(Dimuat di Tanjungpinang Pos edisi Minggu, 14 Agustus 2016)
Tidak ada seorang pun di luar. Pintu kututup kembali dan berusaha memikirkan hal yang enak-enak, seperti misalnya martabak buatan Mirna, kekasihku yang seksi itu. Dia kalau bikin martabak selalu mantap. Dia selalu bilang, "Rahasia utama dari masakan itu cuma cinta."
Tetapi mengalihkan pikiran, dari ketukan pintu tengah malam dengan pacar yang pintar bikin martabak, membuat kepalaku pusing. Tidak ke kamar, aku pergi ke dapur dan menuang air putih.
"Siapa ketuk pintu malam-malam?"
Aku pikir mungkin tadi perasaanku, atau barangkali setengah bagian penting dari mimpiku melompat keluar, sebab tidak lama sebelum pintu diketuk, aku bangun dari mimpi yang aneh. Dalam mimpi itu aku dikejar-kejar setan banci. Setan itu berwajah banci yang berusaha cantik tapi gagal, dengan suntik silikon yang membuat wajahnya lumer seperti monster. Aku dikejar dua banci yang terus menerus memanggilku 'Romeo'. Dalam mimpi itu, kubilang, aku bukan yang kalian cari. Tapi mereka yakin bahwa aku memang Romeo yang didamba.
Kuteguk air putihku dan mengingat bagian paling krusial dari mimpi tersebut. Aku kira bagian tersebut merupakan puncaknya. Aku tidak tahu bagaimana secara mendadak di mimpi tersebut aku dikejar banci. Entah aku yang memiliki utang pada mereka, atau mereka kumat dan secara spontan mengejar sembarang orang di tengah jalan, aku tidak tahu. Yang kutahu, tahu-tahu aku dikejar saja.
Jadi, bagian puncak ini ada tidak lama setelah aku terjebak di mimpi burukku. Aku masuk ke rumah di tengah gurun, di tempat yang jauh dari lokasi jin buang anak. Aku masuk dan menutup pintu rapat. Lalu, kedua banci itu mengetuk pintu sampai rumah kosong itu nyaris ambruk.
"Jadi, setelah itu aku bangun, dan bengong, lalu ada yang mengetuk pintu rumahku. Maksudku, pintu yang ada di dunia nyata."
Aku berdiri dan meletakkan gelas, lalu mondar-mandir di dapur. Jam menunjuk angka satu. Dini hari. Kepala pusing akibat mimpi. Entah siapa mengetuk pintu tanpa menampilkan diri. Jangan-jangan setan? Aku tidak peduli kalau itu setan. Misal itu pocong, aku tidak takut. Justru kalau pocong, aku bisa menendangnya dan dia berguling di teras. Jikalau bukan pocong, tapi kuntilanak, aku tinggal mengimbangi tawanya yang melengking.
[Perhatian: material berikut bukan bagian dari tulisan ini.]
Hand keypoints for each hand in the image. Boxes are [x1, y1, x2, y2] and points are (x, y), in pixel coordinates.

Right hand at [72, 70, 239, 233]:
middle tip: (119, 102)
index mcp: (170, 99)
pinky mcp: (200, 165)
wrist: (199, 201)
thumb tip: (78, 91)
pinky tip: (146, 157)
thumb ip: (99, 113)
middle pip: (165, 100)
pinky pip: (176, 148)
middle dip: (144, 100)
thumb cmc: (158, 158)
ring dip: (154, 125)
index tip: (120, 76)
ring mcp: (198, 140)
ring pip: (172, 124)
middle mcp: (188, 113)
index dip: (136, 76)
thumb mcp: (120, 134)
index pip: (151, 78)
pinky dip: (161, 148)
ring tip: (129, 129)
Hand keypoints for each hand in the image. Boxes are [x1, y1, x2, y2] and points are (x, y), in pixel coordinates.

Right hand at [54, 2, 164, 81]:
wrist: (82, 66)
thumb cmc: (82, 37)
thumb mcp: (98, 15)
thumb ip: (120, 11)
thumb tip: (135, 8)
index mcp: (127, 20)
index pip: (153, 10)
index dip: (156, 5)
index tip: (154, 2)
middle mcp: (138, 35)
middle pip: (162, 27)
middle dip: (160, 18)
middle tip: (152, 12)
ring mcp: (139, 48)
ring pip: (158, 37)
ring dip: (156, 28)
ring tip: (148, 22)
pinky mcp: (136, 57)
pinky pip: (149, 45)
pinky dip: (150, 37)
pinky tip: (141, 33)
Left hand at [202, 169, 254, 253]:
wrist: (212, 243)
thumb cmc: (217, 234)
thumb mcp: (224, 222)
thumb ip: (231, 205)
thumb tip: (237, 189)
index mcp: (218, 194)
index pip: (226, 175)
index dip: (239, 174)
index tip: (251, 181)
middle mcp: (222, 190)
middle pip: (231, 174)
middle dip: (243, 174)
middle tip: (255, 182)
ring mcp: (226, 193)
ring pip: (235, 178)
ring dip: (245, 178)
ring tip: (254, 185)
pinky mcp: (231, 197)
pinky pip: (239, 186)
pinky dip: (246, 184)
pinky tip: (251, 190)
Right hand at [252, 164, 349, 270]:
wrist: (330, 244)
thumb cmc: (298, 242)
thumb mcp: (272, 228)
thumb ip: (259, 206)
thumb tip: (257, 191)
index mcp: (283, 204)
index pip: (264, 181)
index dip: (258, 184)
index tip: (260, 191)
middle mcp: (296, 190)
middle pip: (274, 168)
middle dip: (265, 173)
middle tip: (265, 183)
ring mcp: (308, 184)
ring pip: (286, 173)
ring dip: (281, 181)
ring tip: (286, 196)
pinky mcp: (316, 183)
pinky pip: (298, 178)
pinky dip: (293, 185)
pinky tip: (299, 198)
Kebetulan sudah lama aku tak tertawa karena banyak masalah datang dan jarang di antara mereka pergi. Masalah itu menumpuk di kepalaku dan seakan mereka kumpulan pemuda berbaju rombeng yang malas bekerja, yang setiap hari minta diberi makan.
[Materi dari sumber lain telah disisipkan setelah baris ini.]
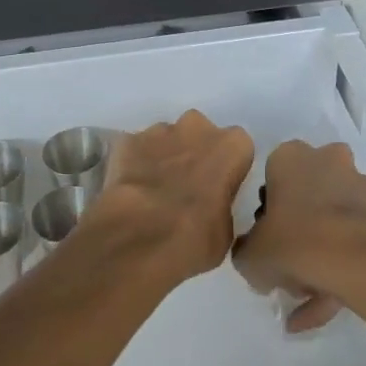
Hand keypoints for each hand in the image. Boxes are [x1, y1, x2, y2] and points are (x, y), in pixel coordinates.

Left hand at [87, 110, 254, 281]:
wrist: (139, 238)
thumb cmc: (195, 238)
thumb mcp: (226, 231)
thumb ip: (223, 204)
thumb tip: (212, 207)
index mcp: (232, 145)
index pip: (237, 148)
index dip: (227, 167)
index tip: (218, 188)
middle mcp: (197, 127)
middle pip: (200, 133)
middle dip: (195, 153)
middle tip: (186, 186)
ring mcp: (159, 130)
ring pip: (166, 138)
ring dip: (164, 157)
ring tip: (155, 191)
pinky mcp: (127, 141)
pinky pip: (136, 148)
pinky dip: (135, 163)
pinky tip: (131, 190)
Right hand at [233, 140, 365, 331]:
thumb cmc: (298, 242)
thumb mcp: (252, 256)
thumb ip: (247, 253)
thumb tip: (255, 257)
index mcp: (291, 157)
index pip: (271, 181)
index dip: (268, 218)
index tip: (268, 246)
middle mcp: (328, 160)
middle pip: (307, 199)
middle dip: (299, 236)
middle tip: (289, 272)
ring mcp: (362, 186)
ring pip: (335, 223)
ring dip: (323, 258)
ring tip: (311, 301)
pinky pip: (358, 242)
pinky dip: (345, 270)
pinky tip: (332, 308)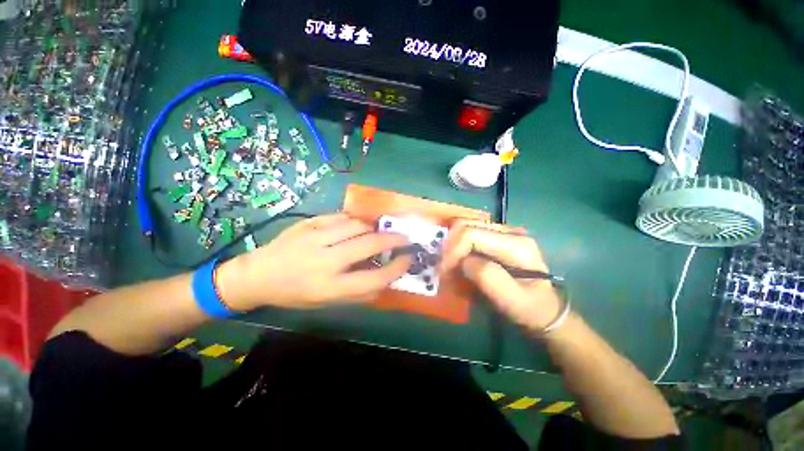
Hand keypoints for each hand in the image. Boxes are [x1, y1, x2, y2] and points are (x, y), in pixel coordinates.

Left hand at [216, 213, 411, 309]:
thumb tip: (386, 280)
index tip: (408, 259)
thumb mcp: (326, 302)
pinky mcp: (308, 223)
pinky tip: (357, 225)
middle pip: (368, 245)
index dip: (396, 268)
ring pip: (357, 225)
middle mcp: (323, 261)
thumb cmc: (294, 294)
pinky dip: (355, 220)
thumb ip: (358, 293)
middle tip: (404, 238)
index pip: (373, 279)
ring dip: (374, 228)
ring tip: (378, 232)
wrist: (258, 275)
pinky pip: (341, 217)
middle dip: (392, 239)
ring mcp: (314, 237)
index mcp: (328, 287)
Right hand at [440, 220, 562, 330]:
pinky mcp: (497, 236)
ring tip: (449, 265)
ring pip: (465, 226)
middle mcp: (510, 230)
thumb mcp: (511, 300)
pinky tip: (458, 260)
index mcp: (516, 244)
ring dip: (452, 245)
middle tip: (443, 267)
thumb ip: (486, 276)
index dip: (453, 250)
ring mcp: (503, 231)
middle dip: (449, 246)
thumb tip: (463, 261)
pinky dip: (458, 246)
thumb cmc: (530, 308)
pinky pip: (469, 233)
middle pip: (466, 225)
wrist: (545, 308)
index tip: (443, 270)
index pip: (471, 234)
Masalahku bukan disebabkan Mirna yang seksi. Dia sering jadi tempat curhat. Dan di tubuhnya yang lebih besar dariku, aku merasa tidur di awan. Awan-gemawan yang terbuat dari adonan paling sempurna, yang jika matang dan siap makan, terasa empuk di tangan. Mirna menerimaku di saat aku jatuh atau bangkit. Tak peduli apa pun kondisiku, Mirna selalu paham.
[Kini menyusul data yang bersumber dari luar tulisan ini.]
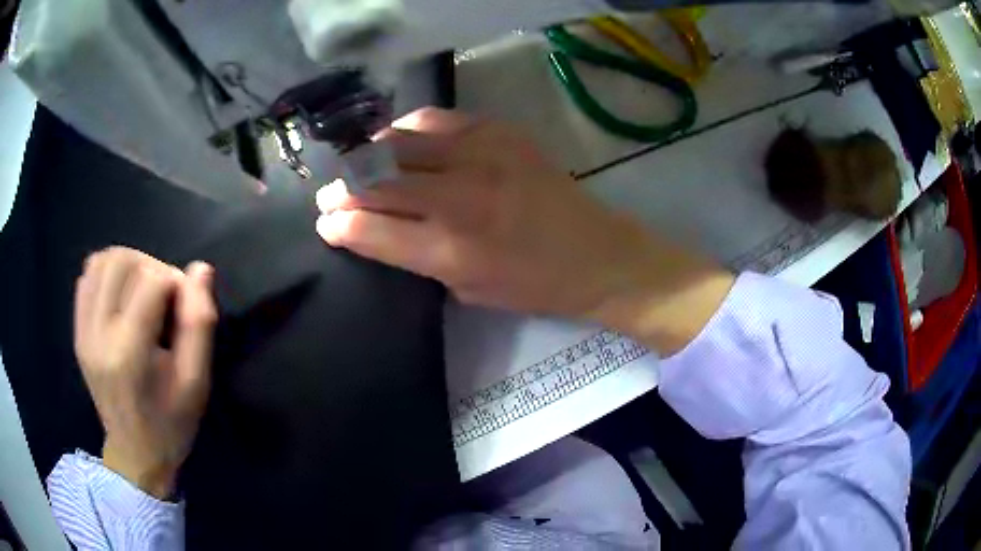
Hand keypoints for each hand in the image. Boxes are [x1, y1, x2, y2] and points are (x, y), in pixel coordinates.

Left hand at [74, 247, 216, 498]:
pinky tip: (121, 295)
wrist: (134, 454)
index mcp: (129, 352)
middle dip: (151, 266)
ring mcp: (83, 332)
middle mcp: (99, 334)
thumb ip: (199, 324)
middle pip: (122, 261)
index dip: (175, 283)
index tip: (183, 308)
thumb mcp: (196, 382)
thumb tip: (200, 270)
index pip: (151, 280)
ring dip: (128, 263)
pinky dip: (106, 273)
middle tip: (164, 295)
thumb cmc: (171, 423)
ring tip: (143, 290)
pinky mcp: (77, 332)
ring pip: (101, 261)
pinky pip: (87, 277)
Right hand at [315, 108, 733, 353]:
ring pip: (399, 143)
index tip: (323, 221)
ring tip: (358, 163)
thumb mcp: (468, 290)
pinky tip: (400, 140)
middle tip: (329, 192)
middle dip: (344, 188)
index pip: (372, 230)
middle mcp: (459, 199)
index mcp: (450, 252)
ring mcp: (480, 157)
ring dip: (369, 154)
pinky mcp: (499, 132)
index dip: (339, 224)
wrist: (598, 254)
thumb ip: (417, 257)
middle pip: (378, 182)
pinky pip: (435, 119)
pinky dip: (408, 129)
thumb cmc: (534, 285)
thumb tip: (373, 230)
"Bahwa hidupmu adalah hidupku, dan masalahmu adalah masalahku," katanya.
Aku cinta Mirna, dan dia mencintaiku. Kadang masalah yang berat jadi enteng setelah kuceritakan kepada Mirna. Kadang masalah itu terasa tidak ada artinya jika ada Mirna di sisiku.
Ada saatnya Mirna tidak ada di rumah dan aku hanya duduk di teras rumahnya dan memandangi pot kembang sepatu. Di waktu lain, di kesempatan yang beda, aku duduk memandangi orang gila lewat atau sepasang kucing yang duduk memandang satu sama lain seperti bicara soal masa depan.
Di teras Mirna aku menemukan banyak hal, yang mengurangi beban masalahku.
Sayangnya, aku tidak selalu bisa pergi dari rumahku untuk mengurai beban-beban itu. Pernah aku tidak bisa ke toilet hanya karena masalah-masalah tadi berubah wujud menjadi para pemuda yang membuat kekacauan di kamar. Aku tidak tahu bagian mana yang kacau dari diriku, tetapi itulah yang kualami.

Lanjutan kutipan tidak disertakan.